Egypt’s 19 million visitors in 2025 are confirmed by the Egyptian State Information Service, citing figures from the Ministry of Tourism and Antiquities. This represents a 21% increase on the 15.7 million recorded in 2024, which was itself Egypt’s previous record. Revenue from tourism reached $15.3 billion in 2024, confirmed by Central Bank of Egypt data, up 9% year on year. Egypt is targeting 30 million visitors by 2030. Fitch Solutions projects 18.56 million arrivals in 2026 and average annual growth of 5.7% through 2029.

The Grand Egyptian Museum, covering 120 acres in Giza and housing 100,000 artefacts, including items from Tutankhamun’s tomb, opened to the public on November 4, 2025. It is expected to attract approximately 5 million visitors annually. It is already the primary driver of the surge in cultural tourism visits recorded at Egyptian archaeological sites, which rose by 33.5% in 2025 compared to 2024.
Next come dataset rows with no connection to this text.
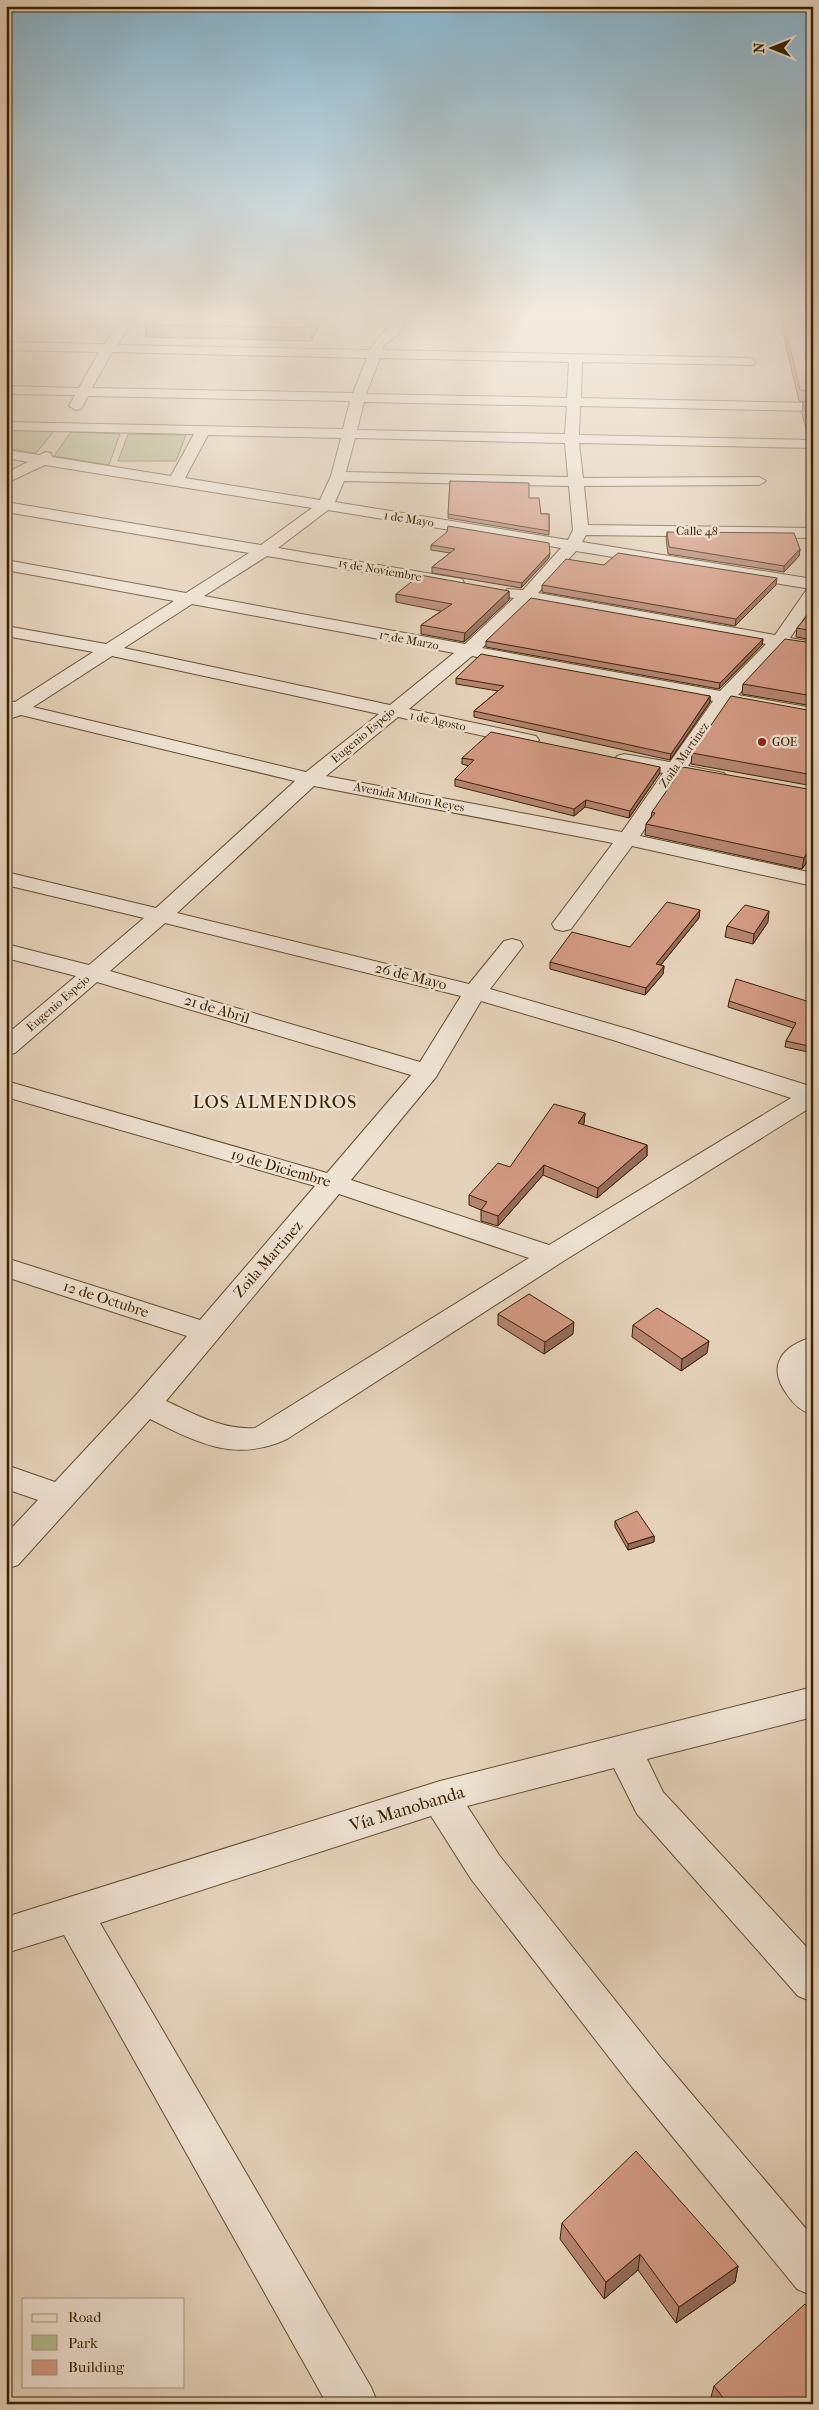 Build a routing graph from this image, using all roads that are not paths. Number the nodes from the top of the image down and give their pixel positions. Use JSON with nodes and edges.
{"nodes":[{"id":1,"x":64,"y":430,"type":"edge"},
{"id":2,"x":202,"y":430,"type":"edge"},
{"id":3,"x":219,"y":430,"type":"edge"},
{"id":4,"x":350,"y":430,"type":"edge"},
{"id":5,"x":572,"y":430,"type":"edge"},
{"id":6,"x":349,"y":434,"type":"junction"},
{"id":7,"x":572,"y":440,"type":"junction"},
{"id":8,"x":813,"y":443,"type":"edge"},
{"id":9,"x":6,"y":454,"type":"edge"},
{"id":10,"x":43,"y":460,"type":"junction"},
{"id":11,"x":338,"y":476,"type":"junction"},
{"id":12,"x":6,"y":478,"type":"edge"},
{"id":13,"x":176,"y":481,"type":"junction"},
{"id":14,"x":759,"y":481,"type":"dead end"},
{"id":15,"x":576,"y":482,"type":"junction"},
{"id":16,"x":326,"y":505,"type":"junction"},
{"id":17,"x":6,"y":507,"type":"edge"},
{"id":18,"x":581,"y":530,"type":"junction"},
{"id":19,"x":813,"y":533,"type":"edge"},
{"id":20,"x":572,"y":546,"type":"junction"},
{"id":21,"x":265,"y":550,"type":"junction"},
{"id":22,"x":6,"y":565,"type":"edge"},
{"id":23,"x":813,"y":584,"type":"edge"},
{"id":24,"x":468,"y":585,"type":"edge"},
{"id":25,"x":497,"y":590,"type":"edge"},
{"id":26,"x":813,"y":593,"type":"edge"},
{"id":27,"x":526,"y":596,"type":"junction"},
{"id":28,"x":189,"y":598,"type":"junction"},
{"id":29,"x":6,"y":631,"type":"edge"},
{"id":30,"x":779,"y":641,"type":"junction"},
{"id":31,"x":813,"y":647,"type":"edge"},
{"id":32,"x":108,"y":650,"type":"junction"},
{"id":33,"x":468,"y":651,"type":"junction"},
{"id":34,"x":725,"y":697,"type":"junction"},
{"id":35,"x":10,"y":710,"type":"edge"},
{"id":36,"x":391,"y":711,"type":"junction"},
{"id":37,"x":813,"y":714,"type":"edge"},
{"id":38,"x":547,"y":744,"type":"edge"},
{"id":39,"x":606,"y":756,"type":"edge"},
{"id":40,"x":674,"y":770,"type":"junction"},
{"id":41,"x":310,"y":779,"type":"junction"},
{"id":42,"x":739,"y":781,"type":"edge"},
{"id":43,"x":628,"y":839,"type":"junction"},
{"id":44,"x":6,"y":878,"type":"edge"},
{"id":45,"x":813,"y":880,"type":"edge"},
{"id":46,"x":161,"y":915,"type":"junction"},
{"id":47,"x":564,"y":924,"type":"dead end"},
{"id":48,"x":512,"y":946,"type":"dead end"},
{"id":49,"x":6,"y":951,"type":"edge"},
{"id":50,"x":93,"y":972,"type":"junction"},
{"id":51,"x":474,"y":992,"type":"junction"},
{"id":52,"x":6,"y":1048,"type":"edge"},
{"id":53,"x":427,"y":1072,"type":"junction"},
{"id":54,"x":6,"y":1089,"type":"edge"},
{"id":55,"x":812,"y":1095,"type":"edge"},
{"id":56,"x":334,"y":1183,"type":"junction"},
{"id":57,"x":552,"y":1256,"type":"junction"},
{"id":58,"x":6,"y":1267,"type":"edge"},
{"id":59,"x":205,"y":1332,"type":"junction"},
{"id":60,"x":813,"y":1348,"type":"edge"},
{"id":61,"x":146,"y":1404,"type":"junction"},
{"id":62,"x":813,"y":1404,"type":"edge"},
{"id":63,"x":6,"y":1476,"type":"edge"},
{"id":64,"x":61,"y":1496,"type":"junction"},
{"id":65,"x":6,"y":1556,"type":"edge"},
{"id":66,"x":813,"y":1702,"type":"edge"},
{"id":67,"x":624,"y":1750,"type":"junction"},
{"id":68,"x":440,"y":1797,"type":"junction"},
{"id":69,"x":74,"y":1915,"type":"junction"},
{"id":70,"x":6,"y":1935,"type":"edge"},
{"id":71,"x":813,"y":1983,"type":"edge"},
{"id":72,"x":813,"y":2273,"type":"edge"},
{"id":73,"x":354,"y":2404,"type":"edge"}],
"edges":[{"from":1,"to":10,"type":"street"},
{"from":2,"to":13,"type":"street"},
{"from":3,"to":6,"type":"street"},
{"from":4,"to":6,"type":"street"},
{"from":5,"to":7,"type":"street"},
{"from":6,"to":7,"type":"street"},
{"from":6,"to":11,"type":"street"},
{"from":7,"to":8,"type":"street"},
{"from":7,"to":15,"type":"street"},
{"from":9,"to":10,"type":"street","name":"1 de Mayo"},
{"from":10,"to":12,"type":"street"},
{"from":10,"to":13,"type":"street","name":"1 de Mayo"},
{"from":11,"to":15,"type":"street"},
{"from":11,"to":16,"type":"street"},
{"from":13,"to":16,"type":"street","name":"1 de Mayo"},
{"from":14,"to":15,"type":"street"},
{"from":15,"to":18,"type":"street"},
{"from":16,"to":20,"type":"street","name":"1 de Mayo"},
{"from":16,"to":21,"type":"street"},
{"from":17,"to":21,"type":"street","name":"15 de Noviembre"},
{"from":18,"to":19,"type":"street","name":"Calle 48"},
{"from":18,"to":20,"type":"street","name":"Eugenio Espejo"},
{"from":20,"to":23,"type":"street","name":"1 de Mayo"},
{"from":20,"to":27,"type":"street","name":"Eugenio Espejo"},
{"from":21,"to":24,"type":"street","name":"15 de Noviembre"},
{"from":21,"to":28,"type":"street"},
{"from":22,"to":28,"type":"street","name":"17 de Marzo"},
{"from":25,"to":27,"type":"street"},
{"from":26,"to":30,"type":"street","name":"Zoila Martinez"},
{"from":27,"to":30,"type":"street"},
{"from":27,"to":33,"type":"street","name":"Eugenio Espejo"},
{"from":28,"to":32,"type":"street"},
{"from":28,"to":33,"type":"street","name":"17 de Marzo"},
{"from":29,"to":32,"type":"street","name":"1 de Agosto"},
{"from":30,"to":31,"type":"street"},
{"from":30,"to":34,"type":"street","name":"Zoila Martinez"},
{"from":32,"to":35,"type":"street"},
{"from":32,"to":36,"type":"street","name":"1 de Agosto"},
{"from":33,"to":34,"type":"street","name":"17 de Marzo"},
{"from":33,"to":36,"type":"street","name":"Eugenio Espejo"},
{"from":34,"to":37,"type":"street","name":"17 de Marzo"},
{"from":34,"to":40,"type":"street","name":"Zoila Martinez"},
{"from":35,"to":41,"type":"street","name":"Avenida Milton Reyes"},
{"from":36,"to":38,"type":"street","name":"1 de Agosto"},
{"from":36,"to":41,"type":"street","name":"Eugenio Espejo"},
{"from":39,"to":40,"type":"street"},
{"from":40,"to":42,"type":"street"},
{"from":40,"to":43,"type":"street","name":"Zoila Martinez"},
{"from":41,"to":43,"type":"street","name":"Avenida Milton Reyes"},
{"from":41,"to":46,"type":"street","name":"Eugenio Espejo"},
{"from":43,"to":45,"type":"street","name":"Avenida Milton Reyes"},
{"from":43,"to":47,"type":"street","name":"Zoila Martinez"},
{"from":44,"to":46,"type":"street","name":"26 de Mayo"},
{"from":46,"to":50,"type":"street","name":"Eugenio Espejo"},
{"from":46,"to":51,"type":"street","name":"26 de Mayo"},
{"from":48,"to":51,"type":"street","name":"Zoila Martinez"},
{"from":49,"to":50,"type":"street","name":"21 de Abril"},
{"from":50,"to":52,"type":"street","name":"Eugenio Espejo"},
{"from":50,"to":53,"type":"street","name":"21 de Abril"},
{"from":51,"to":53,"type":"street","name":"Zoila Martinez"},
{"from":51,"to":55,"type":"street","name":"26 de Mayo"},
{"from":53,"to":56,"type":"street","name":"Zoila Martinez"},
{"from":54,"to":56,"type":"street","name":"19 de Diciembre"},
{"from":55,"to":57,"type":"street"},
{"from":56,"to":57,"type":"street","name":"19 de Diciembre"},
{"from":56,"to":59,"type":"street","name":"Zoila Martinez"},
{"from":57,"to":61,"type":"street"},
{"from":58,"to":59,"type":"street","name":"12 de Octubre"},
{"from":59,"to":61,"type":"street","name":"Zoila Martinez"},
{"from":60,"to":62,"type":"street"},
{"from":61,"to":64,"type":"street","name":"Zoila Martinez"},
{"from":63,"to":64,"type":"street"},
{"from":64,"to":65,"type":"street","name":"Zoila Martinez"},
{"from":66,"to":67,"type":"street","name":"Vía Manobanda"},
{"from":67,"to":68,"type":"street","name":"Vía Manobanda"},
{"from":67,"to":71,"type":"street"},
{"from":68,"to":69,"type":"street","name":"Vía Manobanda"},
{"from":68,"to":72,"type":"street"},
{"from":69,"to":70,"type":"street","name":"Vía Manobanda"},
{"from":69,"to":73,"type":"street"}]}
What Morocco Gives You That Egypt Cannot

Morocco’s primary strength lies in its geographic and cultural diversity within a compact, well-connected territory. In a single trip of ten to twelve days, a traveller can move between the medieval medinas of Fez and Marrakech, the Atlantic surf coast at Essaouira, the snow-capped High Atlas Mountains, and the Sahara dunes at Merzouga, all connected by a modern train network and reliable intercity buses. Egypt’s equivalent diversity requires multi-day extensions that most first-time itineraries do not accommodate.
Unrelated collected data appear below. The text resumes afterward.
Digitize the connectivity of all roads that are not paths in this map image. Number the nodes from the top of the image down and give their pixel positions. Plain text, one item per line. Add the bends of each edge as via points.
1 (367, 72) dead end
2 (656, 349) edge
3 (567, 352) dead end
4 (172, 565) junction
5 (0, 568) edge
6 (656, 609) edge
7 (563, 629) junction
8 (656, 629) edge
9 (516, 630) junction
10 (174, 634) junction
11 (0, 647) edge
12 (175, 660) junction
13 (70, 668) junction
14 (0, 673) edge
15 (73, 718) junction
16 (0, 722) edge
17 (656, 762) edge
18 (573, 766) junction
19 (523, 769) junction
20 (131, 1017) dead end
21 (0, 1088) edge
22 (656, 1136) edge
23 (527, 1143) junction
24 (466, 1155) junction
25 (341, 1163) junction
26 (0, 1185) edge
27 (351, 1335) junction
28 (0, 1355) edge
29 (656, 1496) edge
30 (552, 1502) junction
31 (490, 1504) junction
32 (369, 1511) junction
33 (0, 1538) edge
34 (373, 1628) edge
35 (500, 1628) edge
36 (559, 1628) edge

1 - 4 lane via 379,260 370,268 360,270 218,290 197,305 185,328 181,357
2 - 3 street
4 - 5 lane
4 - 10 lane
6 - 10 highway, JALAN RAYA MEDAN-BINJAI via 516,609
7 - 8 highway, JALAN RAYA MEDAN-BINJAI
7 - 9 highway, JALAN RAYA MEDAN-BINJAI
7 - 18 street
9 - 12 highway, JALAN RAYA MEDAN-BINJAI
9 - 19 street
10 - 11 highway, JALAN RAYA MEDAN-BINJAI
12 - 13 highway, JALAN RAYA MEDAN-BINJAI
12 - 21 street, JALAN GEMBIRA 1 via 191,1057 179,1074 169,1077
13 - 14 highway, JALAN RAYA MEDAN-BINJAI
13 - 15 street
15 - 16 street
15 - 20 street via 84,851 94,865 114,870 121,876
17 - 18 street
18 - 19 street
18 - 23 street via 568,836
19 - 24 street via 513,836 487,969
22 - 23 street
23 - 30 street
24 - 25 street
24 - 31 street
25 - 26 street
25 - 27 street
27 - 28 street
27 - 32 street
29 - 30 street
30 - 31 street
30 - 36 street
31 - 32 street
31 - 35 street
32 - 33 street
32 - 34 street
Morocco’s cuisine is widely regarded as stronger than that of other culinary destinations. Tagines, couscous, bastilla, harira, and the mint tea ritual are cultural experiences in themselves. Cooking classes are a standard part of visitor itineraries and are practically absent from Egypt’s mainstream tourist offer. The Moroccan National Tourist Office positions this culinary identity as a central pillar of the country’s travel proposition, and it delivers on the claim.
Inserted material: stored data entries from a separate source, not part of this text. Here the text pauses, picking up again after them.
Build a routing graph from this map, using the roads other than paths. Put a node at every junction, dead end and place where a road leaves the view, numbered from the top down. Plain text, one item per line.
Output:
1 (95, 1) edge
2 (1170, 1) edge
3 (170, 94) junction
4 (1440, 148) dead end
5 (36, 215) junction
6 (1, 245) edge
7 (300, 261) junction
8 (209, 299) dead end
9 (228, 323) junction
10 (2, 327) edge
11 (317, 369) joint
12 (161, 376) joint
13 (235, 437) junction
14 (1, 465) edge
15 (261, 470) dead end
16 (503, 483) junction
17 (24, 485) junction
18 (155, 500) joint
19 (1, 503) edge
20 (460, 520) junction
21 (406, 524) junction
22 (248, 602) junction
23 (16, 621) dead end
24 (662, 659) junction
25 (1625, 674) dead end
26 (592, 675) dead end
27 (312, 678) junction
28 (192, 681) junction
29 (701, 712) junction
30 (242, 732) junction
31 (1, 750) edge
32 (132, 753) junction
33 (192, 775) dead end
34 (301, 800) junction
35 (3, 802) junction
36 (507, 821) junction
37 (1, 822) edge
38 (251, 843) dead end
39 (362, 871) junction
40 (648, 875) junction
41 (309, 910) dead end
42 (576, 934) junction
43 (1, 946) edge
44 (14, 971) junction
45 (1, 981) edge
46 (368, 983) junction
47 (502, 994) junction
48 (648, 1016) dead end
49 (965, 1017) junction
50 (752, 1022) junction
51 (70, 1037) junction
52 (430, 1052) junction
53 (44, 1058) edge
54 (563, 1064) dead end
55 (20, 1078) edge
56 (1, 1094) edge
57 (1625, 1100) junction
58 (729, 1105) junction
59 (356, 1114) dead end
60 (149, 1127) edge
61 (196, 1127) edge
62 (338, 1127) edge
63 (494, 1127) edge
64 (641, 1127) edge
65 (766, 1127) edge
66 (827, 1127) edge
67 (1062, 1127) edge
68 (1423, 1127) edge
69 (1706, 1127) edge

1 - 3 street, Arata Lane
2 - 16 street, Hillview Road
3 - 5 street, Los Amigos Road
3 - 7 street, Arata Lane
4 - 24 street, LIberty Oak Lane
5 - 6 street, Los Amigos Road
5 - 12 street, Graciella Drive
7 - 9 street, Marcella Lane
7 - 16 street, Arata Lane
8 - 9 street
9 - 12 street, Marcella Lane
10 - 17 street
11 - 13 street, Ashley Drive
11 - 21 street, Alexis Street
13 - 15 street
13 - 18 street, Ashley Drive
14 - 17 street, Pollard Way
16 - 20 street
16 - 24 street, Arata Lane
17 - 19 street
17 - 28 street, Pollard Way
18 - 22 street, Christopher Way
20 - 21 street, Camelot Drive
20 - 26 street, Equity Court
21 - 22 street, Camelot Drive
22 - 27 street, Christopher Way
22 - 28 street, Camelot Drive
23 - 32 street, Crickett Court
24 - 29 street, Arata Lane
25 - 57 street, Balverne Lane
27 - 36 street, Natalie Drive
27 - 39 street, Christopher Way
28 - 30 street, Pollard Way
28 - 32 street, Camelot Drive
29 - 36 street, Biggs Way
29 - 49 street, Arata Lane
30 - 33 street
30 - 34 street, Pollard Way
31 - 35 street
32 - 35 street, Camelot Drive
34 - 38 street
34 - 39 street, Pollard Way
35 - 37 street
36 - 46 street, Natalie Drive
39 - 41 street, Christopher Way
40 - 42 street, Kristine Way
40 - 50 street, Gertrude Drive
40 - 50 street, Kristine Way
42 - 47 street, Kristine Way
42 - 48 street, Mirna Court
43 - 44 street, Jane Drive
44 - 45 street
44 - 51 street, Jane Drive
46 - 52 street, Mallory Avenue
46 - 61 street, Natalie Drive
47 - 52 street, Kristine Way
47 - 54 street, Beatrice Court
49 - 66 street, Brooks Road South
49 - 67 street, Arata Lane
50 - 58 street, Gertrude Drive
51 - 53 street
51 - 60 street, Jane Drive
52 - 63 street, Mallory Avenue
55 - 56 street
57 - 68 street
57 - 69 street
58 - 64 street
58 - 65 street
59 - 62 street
For first-time international travellers to North Africa, Morocco is consistently rated the easiest entry point. The US State Department issues a Level 1 advisory for Morocco, the lowest risk designation, meaning travellers should exercise normal precautions. Tourist infrastructure is well established, English is more widely spoken than in Egypt, and the presence of European-style train and tram systems in Casablanca, Rabat, and Marrakech reduces the logistical burden on independent travellers. Budget travel starts at approximately $60 to $80 per day, and mid-range travel at $150 to $250 per day.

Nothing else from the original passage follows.